1

Hi I'm training my pytorch model on remote server.
All the job is managed by slurm.

My problem is 'training is extremely slower after training first epoch.'

I checked gpu utilization.
On my first epoch, utilization was like below image. enter image description here

I can see gpu was utilized. But from second epoch utilized percentage is almos zero enter image description here

My dataloader code like this

class img2selfie_dataset(Dataset):
    def __init__(self, path, transform, csv_file, cap_vec):
        self.path = path
        self.transformer = transform
        self.images = [path + item for item in list(csv_file['file_name'])]
        self.smiles_list = cap_vec
    
    def __getitem__(self, idx):
        img = Image.open(self.images[idx])
        img = self.transformer(img)
        label = self.smiles_list[idx]
        label = torch.Tensor(label)
        return img, label.type(torch.LongTensor)

    def __len__(self):
        return len(self.images)

My dataloader is defined like this

train_data_set = img2selfie_dataset(train_path, preprocess, train_dataset, train_cap_vec)
train_loader = DataLoader(train_data_set, batch_size = 256, num_workers = 2, pin_memory = True)
val_data_set = img2selfie_dataset(train_path, preprocess, val_dataset, val_cap_vec)
val_loader = DataLoader(val_data_set, batch_size = 256, num_workers = 2, pin_memory = True)

My training step defined like this

train_loss = []
valid_loss = []
epochs = 20
best_loss = 1e5
for epoch in range(1, epochs + 1):
    print('Epoch {}/{}'.format(epoch, epochs))
    print('-' * 10)
    epoch_train_loss, epoch_valid_loss = train(encoder_model, transformer_decoder, train_loader, val_loader, criterion, optimizer)
    train_loss.append(epoch_train_loss)
    valid_loss.append(epoch_valid_loss)
    if len(valid_loss) > 1:
        if valid_loss[-1] < best_loss:
            print(f"valid loss on this {epoch} is better than previous one, saving model.....")
            torch.save(encoder_model.state_dict(), 'model/encoder_model.pickle')
            torch.save(transformer_decoder.state_dict(), 'model/decoder_model.pickle')
            best_loss = valid_loss[-1]
            print(best_loss)
    print(f'Epoch : [{epoch}] Train Loss : [{train_loss[-1]:.5f}], Valid Loss : [{valid_loss[-1]:.5f}]') 

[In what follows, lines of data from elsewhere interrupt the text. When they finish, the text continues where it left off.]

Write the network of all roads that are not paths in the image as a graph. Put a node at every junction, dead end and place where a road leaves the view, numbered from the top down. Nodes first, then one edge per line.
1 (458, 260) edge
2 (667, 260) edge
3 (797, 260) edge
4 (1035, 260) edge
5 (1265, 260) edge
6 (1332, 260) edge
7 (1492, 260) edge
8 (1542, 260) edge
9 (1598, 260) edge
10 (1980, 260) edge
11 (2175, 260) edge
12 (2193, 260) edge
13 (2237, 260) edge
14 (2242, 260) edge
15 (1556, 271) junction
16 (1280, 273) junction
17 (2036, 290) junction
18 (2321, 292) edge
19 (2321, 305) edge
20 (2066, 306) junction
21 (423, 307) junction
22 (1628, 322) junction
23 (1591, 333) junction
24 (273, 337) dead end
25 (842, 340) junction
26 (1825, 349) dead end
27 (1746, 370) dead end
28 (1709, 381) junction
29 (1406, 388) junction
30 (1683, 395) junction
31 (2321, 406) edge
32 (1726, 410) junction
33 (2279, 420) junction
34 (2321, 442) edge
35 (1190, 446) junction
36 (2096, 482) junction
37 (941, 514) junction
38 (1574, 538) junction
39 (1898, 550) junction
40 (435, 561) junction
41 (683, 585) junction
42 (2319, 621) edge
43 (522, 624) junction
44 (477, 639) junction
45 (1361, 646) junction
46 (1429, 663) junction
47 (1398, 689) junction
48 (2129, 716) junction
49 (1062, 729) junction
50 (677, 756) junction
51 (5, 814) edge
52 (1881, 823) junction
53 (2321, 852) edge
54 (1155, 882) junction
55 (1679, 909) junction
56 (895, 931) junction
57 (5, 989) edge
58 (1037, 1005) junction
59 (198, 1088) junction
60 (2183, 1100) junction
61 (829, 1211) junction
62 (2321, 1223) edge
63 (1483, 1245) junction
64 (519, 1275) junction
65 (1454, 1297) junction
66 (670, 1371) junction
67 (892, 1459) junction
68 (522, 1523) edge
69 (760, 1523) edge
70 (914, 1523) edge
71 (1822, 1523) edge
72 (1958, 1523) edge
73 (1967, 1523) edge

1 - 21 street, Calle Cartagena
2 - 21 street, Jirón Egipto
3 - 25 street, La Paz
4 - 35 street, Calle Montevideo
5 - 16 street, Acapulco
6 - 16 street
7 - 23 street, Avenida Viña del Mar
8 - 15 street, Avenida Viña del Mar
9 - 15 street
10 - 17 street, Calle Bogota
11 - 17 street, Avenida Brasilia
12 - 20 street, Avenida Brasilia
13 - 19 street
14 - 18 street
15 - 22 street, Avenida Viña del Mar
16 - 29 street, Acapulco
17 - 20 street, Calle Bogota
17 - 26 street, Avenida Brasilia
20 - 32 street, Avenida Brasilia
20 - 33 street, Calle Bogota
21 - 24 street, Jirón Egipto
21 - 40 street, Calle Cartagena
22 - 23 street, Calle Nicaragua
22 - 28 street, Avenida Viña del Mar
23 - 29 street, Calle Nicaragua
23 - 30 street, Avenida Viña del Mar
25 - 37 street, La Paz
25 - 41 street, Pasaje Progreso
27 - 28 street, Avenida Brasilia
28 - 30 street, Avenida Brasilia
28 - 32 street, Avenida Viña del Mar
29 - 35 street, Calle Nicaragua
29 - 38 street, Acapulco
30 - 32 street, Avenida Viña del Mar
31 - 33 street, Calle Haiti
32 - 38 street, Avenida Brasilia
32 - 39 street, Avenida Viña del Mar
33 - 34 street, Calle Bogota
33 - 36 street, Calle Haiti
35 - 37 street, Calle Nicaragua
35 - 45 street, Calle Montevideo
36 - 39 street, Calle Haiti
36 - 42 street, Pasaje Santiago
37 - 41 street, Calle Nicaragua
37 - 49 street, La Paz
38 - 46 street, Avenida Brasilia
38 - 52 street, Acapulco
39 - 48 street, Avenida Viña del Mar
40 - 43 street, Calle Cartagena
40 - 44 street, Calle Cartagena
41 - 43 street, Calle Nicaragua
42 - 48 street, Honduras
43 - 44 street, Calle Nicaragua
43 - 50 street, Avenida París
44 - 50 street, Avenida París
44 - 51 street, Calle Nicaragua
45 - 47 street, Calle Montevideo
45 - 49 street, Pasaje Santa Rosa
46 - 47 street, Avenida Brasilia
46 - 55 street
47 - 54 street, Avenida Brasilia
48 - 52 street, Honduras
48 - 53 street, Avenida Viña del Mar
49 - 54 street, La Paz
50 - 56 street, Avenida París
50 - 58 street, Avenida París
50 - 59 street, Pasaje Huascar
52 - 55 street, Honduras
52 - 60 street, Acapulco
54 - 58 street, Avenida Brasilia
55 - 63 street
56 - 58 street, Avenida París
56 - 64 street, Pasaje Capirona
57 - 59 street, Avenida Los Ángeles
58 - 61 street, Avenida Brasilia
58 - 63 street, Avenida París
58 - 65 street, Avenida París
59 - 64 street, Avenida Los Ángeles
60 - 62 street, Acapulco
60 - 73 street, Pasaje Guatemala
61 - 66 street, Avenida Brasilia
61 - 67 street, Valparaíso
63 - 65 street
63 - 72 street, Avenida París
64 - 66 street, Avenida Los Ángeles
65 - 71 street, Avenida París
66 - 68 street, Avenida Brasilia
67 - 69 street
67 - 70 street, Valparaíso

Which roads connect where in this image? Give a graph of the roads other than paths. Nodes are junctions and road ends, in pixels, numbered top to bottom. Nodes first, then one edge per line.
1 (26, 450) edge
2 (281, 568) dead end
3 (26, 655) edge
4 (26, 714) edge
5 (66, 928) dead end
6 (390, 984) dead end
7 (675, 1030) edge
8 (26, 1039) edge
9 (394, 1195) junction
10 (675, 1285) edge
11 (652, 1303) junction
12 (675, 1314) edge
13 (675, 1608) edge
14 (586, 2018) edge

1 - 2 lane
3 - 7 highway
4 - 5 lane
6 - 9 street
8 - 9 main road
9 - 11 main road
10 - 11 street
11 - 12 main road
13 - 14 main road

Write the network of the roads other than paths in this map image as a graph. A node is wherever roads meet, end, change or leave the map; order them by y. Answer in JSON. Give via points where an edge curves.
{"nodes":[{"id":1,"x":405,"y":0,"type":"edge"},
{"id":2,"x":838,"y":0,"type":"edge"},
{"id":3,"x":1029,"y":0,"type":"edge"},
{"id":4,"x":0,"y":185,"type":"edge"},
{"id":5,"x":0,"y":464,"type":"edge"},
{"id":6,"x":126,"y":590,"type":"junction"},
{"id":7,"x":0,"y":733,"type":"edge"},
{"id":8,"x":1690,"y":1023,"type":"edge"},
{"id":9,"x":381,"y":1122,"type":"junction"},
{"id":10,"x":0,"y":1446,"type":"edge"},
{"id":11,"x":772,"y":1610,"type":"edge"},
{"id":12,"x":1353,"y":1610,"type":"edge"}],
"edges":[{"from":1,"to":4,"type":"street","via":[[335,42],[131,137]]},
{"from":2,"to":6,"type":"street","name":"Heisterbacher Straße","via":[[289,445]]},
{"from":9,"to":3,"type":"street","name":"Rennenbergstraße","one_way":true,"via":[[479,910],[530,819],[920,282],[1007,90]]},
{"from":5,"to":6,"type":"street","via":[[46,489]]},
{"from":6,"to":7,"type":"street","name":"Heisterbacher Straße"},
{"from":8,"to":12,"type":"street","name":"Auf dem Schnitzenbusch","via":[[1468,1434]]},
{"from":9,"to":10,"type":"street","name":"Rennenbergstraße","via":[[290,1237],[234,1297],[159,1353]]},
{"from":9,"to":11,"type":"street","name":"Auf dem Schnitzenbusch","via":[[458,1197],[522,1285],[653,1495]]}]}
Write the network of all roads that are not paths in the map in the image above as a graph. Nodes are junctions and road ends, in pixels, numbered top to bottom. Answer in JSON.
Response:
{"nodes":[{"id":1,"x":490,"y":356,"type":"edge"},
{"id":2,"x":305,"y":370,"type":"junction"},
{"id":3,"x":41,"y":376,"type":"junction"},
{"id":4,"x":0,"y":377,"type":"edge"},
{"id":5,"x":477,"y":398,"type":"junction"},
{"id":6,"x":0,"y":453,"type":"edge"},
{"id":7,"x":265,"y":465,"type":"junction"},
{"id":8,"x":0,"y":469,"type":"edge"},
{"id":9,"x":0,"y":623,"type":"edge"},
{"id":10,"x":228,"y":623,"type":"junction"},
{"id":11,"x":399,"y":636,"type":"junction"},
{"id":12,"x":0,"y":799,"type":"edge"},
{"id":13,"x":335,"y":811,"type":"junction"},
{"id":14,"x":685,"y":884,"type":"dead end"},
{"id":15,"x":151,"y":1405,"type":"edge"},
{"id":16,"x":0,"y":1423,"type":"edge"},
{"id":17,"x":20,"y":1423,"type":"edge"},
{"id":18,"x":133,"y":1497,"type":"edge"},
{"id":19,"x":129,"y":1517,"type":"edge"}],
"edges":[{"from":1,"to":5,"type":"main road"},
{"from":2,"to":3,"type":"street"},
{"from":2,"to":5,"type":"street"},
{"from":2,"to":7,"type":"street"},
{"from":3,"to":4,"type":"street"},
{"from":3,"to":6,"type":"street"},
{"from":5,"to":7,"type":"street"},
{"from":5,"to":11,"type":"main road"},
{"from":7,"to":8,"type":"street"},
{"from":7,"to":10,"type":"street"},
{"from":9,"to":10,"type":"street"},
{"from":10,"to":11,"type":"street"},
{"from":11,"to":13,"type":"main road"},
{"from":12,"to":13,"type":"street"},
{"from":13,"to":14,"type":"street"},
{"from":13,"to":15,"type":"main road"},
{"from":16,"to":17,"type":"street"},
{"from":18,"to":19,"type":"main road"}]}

In my opinion, if this problem comes from my code. It wouldn't have hitted 100% utilization in first epoch.

K.S Kim
  • 77
  • 4
  • It is slower after the first epoch (forward + backward pass) or when it prints the training loss (last line in training loop)? where is your backprop? – Prakhar Sharma Oct 04 '22 at 09:59
  • I do backprop in train function, after it print loss, it's getting slower – K.S Kim Oct 04 '22 at 12:06
  • When you print the loss, it is not the end of the first epoch. The optimiser calculates the gradients for the optimiser, which might take long time depending of the size of the dataset. After you backpropagate the weights, I suggest you to print ("end of epoch number: ", epoch). What is the y-axis in the plot? – Prakhar Sharma Oct 04 '22 at 12:12
  • is that the used GPU memory or the power consumption? – Prakhar Sharma Oct 04 '22 at 12:12
  • @PrakharSharma Oh, I should've mentioned about it, it's gpu utilization percentage. – K.S Kim Oct 04 '22 at 12:23

1 Answers1

1

I fixed this issue with moving my training data into local drive.

My remote server(school server) policy was storing personel data into NAS. And file i/o from NAS proveked heavy load on network. It was also affected by other user's file i/o from NAS.

After I moved training data into NAS, everything is fine.

K.S Kim
  • 77
  • 4